* _Task item_:
Your copy should match the records exactly, apart from the pictures, which stay out.

* _Recorded information_:
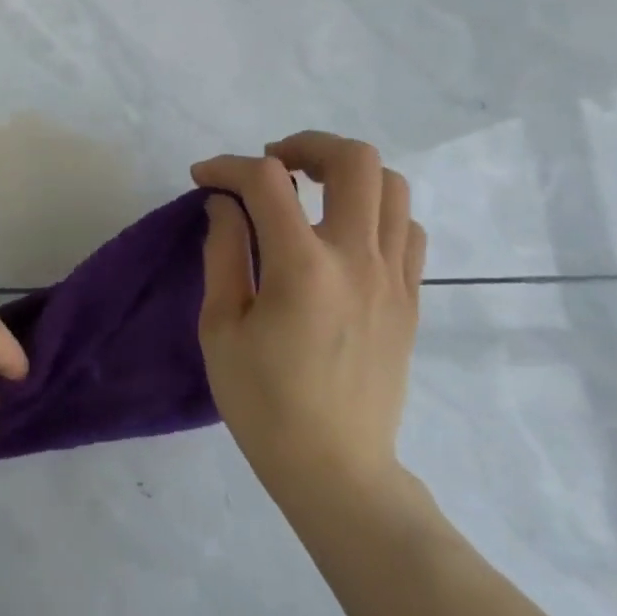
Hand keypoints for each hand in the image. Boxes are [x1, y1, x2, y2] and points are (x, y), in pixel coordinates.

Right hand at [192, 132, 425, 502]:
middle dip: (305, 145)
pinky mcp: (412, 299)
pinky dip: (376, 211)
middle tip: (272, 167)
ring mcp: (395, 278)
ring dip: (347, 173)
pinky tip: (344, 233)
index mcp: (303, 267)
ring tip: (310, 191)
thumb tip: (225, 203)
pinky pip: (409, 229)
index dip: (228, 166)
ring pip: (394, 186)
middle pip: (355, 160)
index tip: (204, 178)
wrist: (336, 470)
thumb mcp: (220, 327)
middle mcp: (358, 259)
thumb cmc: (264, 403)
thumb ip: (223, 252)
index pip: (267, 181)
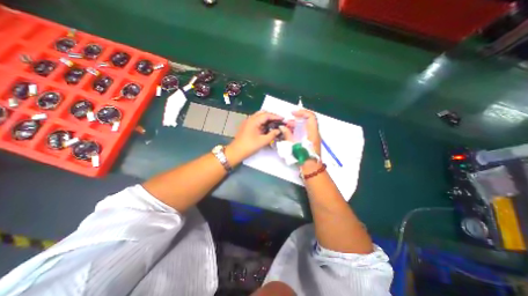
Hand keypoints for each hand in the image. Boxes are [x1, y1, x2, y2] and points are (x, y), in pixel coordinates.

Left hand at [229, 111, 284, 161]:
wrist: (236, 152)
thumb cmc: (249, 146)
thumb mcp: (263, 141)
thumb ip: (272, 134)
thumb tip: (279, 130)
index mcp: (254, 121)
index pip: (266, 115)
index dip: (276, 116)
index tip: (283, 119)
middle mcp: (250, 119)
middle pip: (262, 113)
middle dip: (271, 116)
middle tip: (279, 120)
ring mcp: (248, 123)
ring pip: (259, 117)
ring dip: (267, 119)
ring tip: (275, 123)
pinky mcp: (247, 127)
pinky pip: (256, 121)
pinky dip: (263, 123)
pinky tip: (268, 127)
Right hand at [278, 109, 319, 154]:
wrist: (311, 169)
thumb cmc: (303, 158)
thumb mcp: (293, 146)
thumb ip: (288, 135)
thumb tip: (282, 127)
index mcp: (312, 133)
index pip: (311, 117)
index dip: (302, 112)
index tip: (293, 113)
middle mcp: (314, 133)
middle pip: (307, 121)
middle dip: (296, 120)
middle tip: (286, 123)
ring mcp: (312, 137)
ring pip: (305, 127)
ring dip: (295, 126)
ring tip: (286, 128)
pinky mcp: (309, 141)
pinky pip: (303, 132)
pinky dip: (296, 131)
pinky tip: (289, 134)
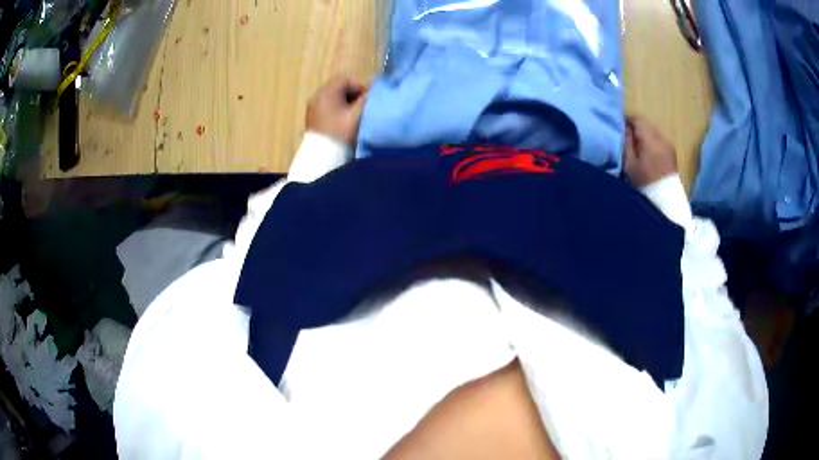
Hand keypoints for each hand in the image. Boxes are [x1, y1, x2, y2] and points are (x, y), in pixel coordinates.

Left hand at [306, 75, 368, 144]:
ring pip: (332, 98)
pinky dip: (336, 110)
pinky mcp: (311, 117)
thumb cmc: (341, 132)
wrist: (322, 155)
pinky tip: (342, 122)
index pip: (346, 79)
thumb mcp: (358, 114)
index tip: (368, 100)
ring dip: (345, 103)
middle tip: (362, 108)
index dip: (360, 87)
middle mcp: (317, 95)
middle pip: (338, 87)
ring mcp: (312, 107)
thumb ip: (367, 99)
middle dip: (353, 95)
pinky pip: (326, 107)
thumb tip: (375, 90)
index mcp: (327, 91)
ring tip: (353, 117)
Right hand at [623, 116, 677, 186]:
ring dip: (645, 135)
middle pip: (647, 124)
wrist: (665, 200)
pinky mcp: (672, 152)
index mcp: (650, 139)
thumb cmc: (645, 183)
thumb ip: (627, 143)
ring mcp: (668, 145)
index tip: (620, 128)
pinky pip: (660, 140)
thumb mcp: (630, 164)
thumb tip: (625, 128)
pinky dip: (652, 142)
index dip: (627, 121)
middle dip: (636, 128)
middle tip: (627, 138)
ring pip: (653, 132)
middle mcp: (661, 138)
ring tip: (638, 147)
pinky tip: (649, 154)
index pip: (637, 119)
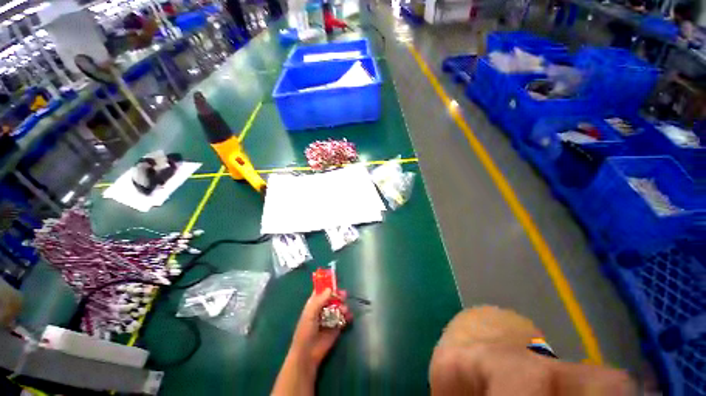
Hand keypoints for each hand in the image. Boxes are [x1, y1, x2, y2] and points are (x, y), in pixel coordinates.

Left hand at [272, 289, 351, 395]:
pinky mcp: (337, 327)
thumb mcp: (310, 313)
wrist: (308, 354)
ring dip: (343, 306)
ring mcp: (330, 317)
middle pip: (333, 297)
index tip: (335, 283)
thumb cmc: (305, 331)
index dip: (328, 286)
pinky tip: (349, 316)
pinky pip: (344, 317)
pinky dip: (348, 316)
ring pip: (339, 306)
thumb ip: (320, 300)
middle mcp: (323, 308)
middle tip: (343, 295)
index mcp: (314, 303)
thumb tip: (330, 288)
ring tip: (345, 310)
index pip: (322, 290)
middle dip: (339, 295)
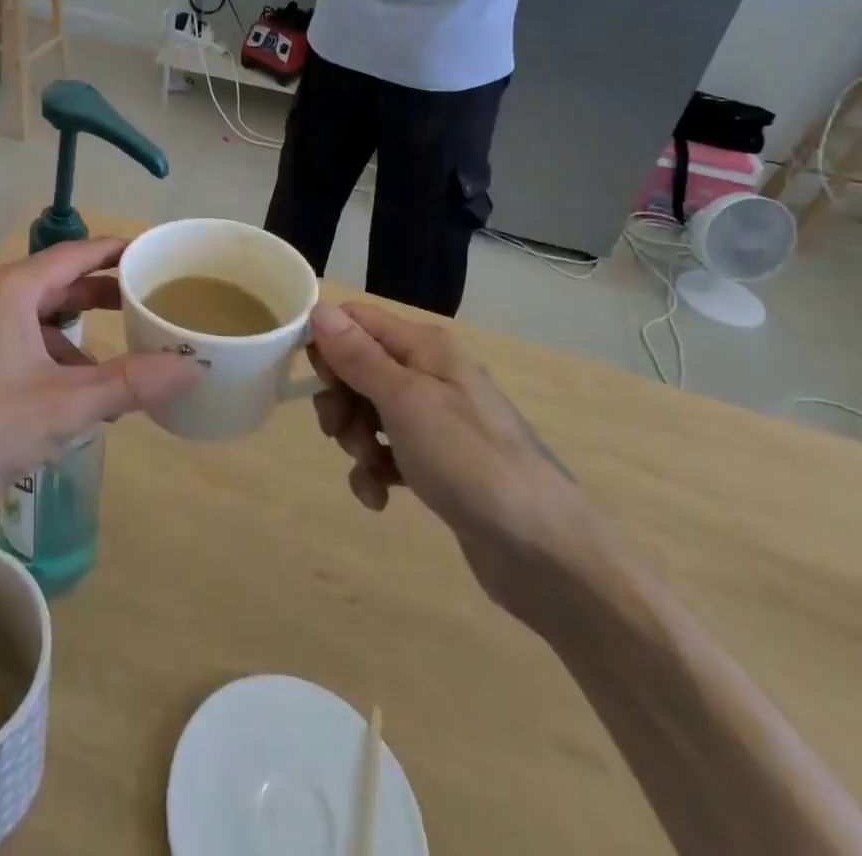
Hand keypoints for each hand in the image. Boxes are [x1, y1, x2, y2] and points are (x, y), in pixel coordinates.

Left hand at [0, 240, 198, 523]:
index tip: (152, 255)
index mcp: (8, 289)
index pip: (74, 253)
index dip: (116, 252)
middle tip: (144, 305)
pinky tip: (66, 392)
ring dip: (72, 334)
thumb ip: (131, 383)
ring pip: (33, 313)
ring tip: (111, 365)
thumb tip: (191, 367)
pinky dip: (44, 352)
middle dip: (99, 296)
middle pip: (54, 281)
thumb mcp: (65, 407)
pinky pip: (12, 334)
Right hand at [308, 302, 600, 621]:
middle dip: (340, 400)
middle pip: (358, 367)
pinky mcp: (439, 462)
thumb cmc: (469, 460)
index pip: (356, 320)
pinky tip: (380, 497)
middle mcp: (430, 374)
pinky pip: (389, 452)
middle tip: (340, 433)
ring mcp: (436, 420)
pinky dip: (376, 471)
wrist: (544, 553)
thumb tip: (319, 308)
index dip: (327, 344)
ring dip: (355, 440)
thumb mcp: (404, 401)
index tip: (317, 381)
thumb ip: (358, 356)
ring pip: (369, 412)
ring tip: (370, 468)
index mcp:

* _Response_:
Hand keypoints for each hand in the image. Boxes are [x1, y1, x2, y2] and points are (x, y), in pixel coordinates.

Right hand at [192, 132, 425, 502]:
middle dip: (305, 145)
pinky mcp: (412, 299)
pinky dip: (376, 211)
middle tip: (272, 167)
ring mcp: (395, 278)
ring dip: (347, 173)
pinky tip: (344, 233)
index mcp: (303, 267)
ring tip: (310, 191)
thumb tip: (225, 203)
pinky pip: (409, 229)
index dip: (228, 166)
ring pip: (394, 186)
middle pip: (355, 160)
index tip: (204, 178)
wrist: (336, 470)
thumb mcp: (220, 327)
middle mcp: (358, 259)
thumb cmc: (264, 403)
thumb ip: (223, 252)
index pip: (267, 181)
Hand keypoints for each hand in the image. Boxes are [x1, y1, x2, y2] and points are (x, y), in pixel coordinates.

Left hand at [229, 111, 284, 161]:
wrist: (236, 152)
thumb cmc: (249, 146)
thumb mcp: (263, 141)
thumb ip: (272, 134)
thumb tip: (279, 130)
index mcp: (254, 121)
index pip: (266, 115)
index dip: (276, 116)
index tip: (283, 119)
middle mcp: (250, 119)
middle pip: (262, 113)
middle dip: (271, 116)
middle tip: (279, 120)
ring mcp: (248, 123)
ring pip: (259, 117)
ring dip: (267, 119)
ring tip: (275, 123)
pinky mcp: (247, 127)
pinky pip: (256, 121)
pinky dip: (263, 123)
pinky tip: (268, 127)
Right hand at [278, 109, 319, 154]:
wrist: (311, 169)
thumb cmc: (303, 158)
thumb mcp: (293, 146)
thumb ip: (288, 135)
thumb tip: (282, 127)
index mcp: (312, 133)
index pip: (311, 117)
index dip: (302, 112)
index tip: (293, 113)
middle mcp: (314, 133)
middle pip: (307, 121)
middle dip: (296, 120)
middle tip: (286, 123)
ring mcp: (312, 137)
ring pip: (305, 127)
ring dip: (295, 126)
ring tip: (286, 128)
pinky mcp: (309, 141)
pinky pip: (303, 132)
pinky dip: (296, 131)
pinky tip: (289, 134)
Hand keypoints for each hand in the image. Boxes are [x1, y1, x2, y2] and points are (x, y), in pixel coordinates.

Left hand at [306, 75, 368, 144]:
ring pip: (332, 98)
pinky dip: (336, 110)
pinky mcp: (311, 117)
thumb cmc: (341, 132)
wrist: (322, 155)
pinky tip: (342, 122)
index pip: (346, 79)
thumb mcp: (358, 114)
index tip: (368, 100)
ring dip: (345, 103)
middle tip: (362, 108)
index dip: (360, 87)
middle mcp: (317, 95)
middle pip: (338, 87)
ring mcp: (312, 107)
thumb ip: (367, 99)
middle dip: (353, 95)
pinky pip: (326, 107)
thumb tip: (375, 90)
index mcp: (327, 91)
ring tip: (353, 117)
Right hand at [623, 116, 677, 186]:
ring dip: (645, 135)
middle pip: (647, 124)
wrist: (665, 200)
pinky mcp: (672, 152)
index mcp: (650, 139)
thumb cmc: (645, 183)
thumb ip: (627, 143)
ring mcp: (668, 145)
index tip: (620, 128)
pinky pip: (660, 140)
thumb mcp: (630, 164)
thumb tip: (625, 128)
pinky dip: (652, 142)
index dip: (627, 121)
middle dip: (636, 128)
middle tip: (627, 138)
ring pip: (653, 132)
middle mcp: (661, 138)
ring tip: (638, 147)
pinky tip: (649, 154)
index pip: (637, 119)
Hand keypoints for each hand in the image. Boxes are [x1, y1, x2, y2] and points are (x, y), in pixel coordinates.

Left hand at [272, 289, 351, 395]:
pinky mcp: (337, 327)
thumb mcp: (310, 313)
wrist: (308, 354)
ring dip: (343, 306)
ring mcp: (330, 317)
middle pip: (333, 297)
index tip: (335, 283)
thumb cmc: (305, 331)
index dip: (328, 286)
pinky tip: (349, 316)
pinky pip: (344, 317)
pinky dip: (348, 316)
ring pip: (339, 306)
thumb ip: (320, 300)
middle mcp: (323, 308)
middle tip: (343, 295)
index mcp: (314, 303)
thumb tip: (330, 288)
ring tip: (345, 310)
index pip: (322, 290)
middle dip: (339, 295)
Hand keypoints for each hand in the image. Boxes are [x1, y1, x2, y2] and points are (x, y), in pixel coordinates.

Left hand at [0, 240, 198, 523]:
index tip: (152, 255)
index mcp: (8, 289)
index pip: (74, 253)
index dip: (116, 252)
middle tip: (144, 305)
pinky tip: (66, 392)
ring dip: (72, 334)
thumb ip: (131, 383)
ring pip: (33, 313)
ring tip: (111, 365)
thumb tip: (191, 367)
pinky dip: (44, 352)
middle dip: (99, 296)
middle pip: (54, 281)
thumb mcp: (65, 407)
pinky pip: (12, 334)
Right hand at [308, 302, 600, 621]:
middle dip: (340, 400)
middle pip: (358, 367)
pinky mcp: (439, 462)
thumb cmc: (469, 460)
index pip: (356, 320)
pinky tip: (380, 497)
middle mcp: (430, 374)
pinky pip: (389, 452)
middle tip: (340, 433)
ring mcp: (436, 420)
pinky dip: (376, 471)
wrist: (544, 553)
thumb tip: (319, 308)
index dip: (327, 344)
ring dip: (355, 440)
thumb mcp: (404, 401)
index tip: (317, 381)
thumb ip: (358, 356)
ring pip: (369, 412)
ring tip: (370, 468)
index mcp:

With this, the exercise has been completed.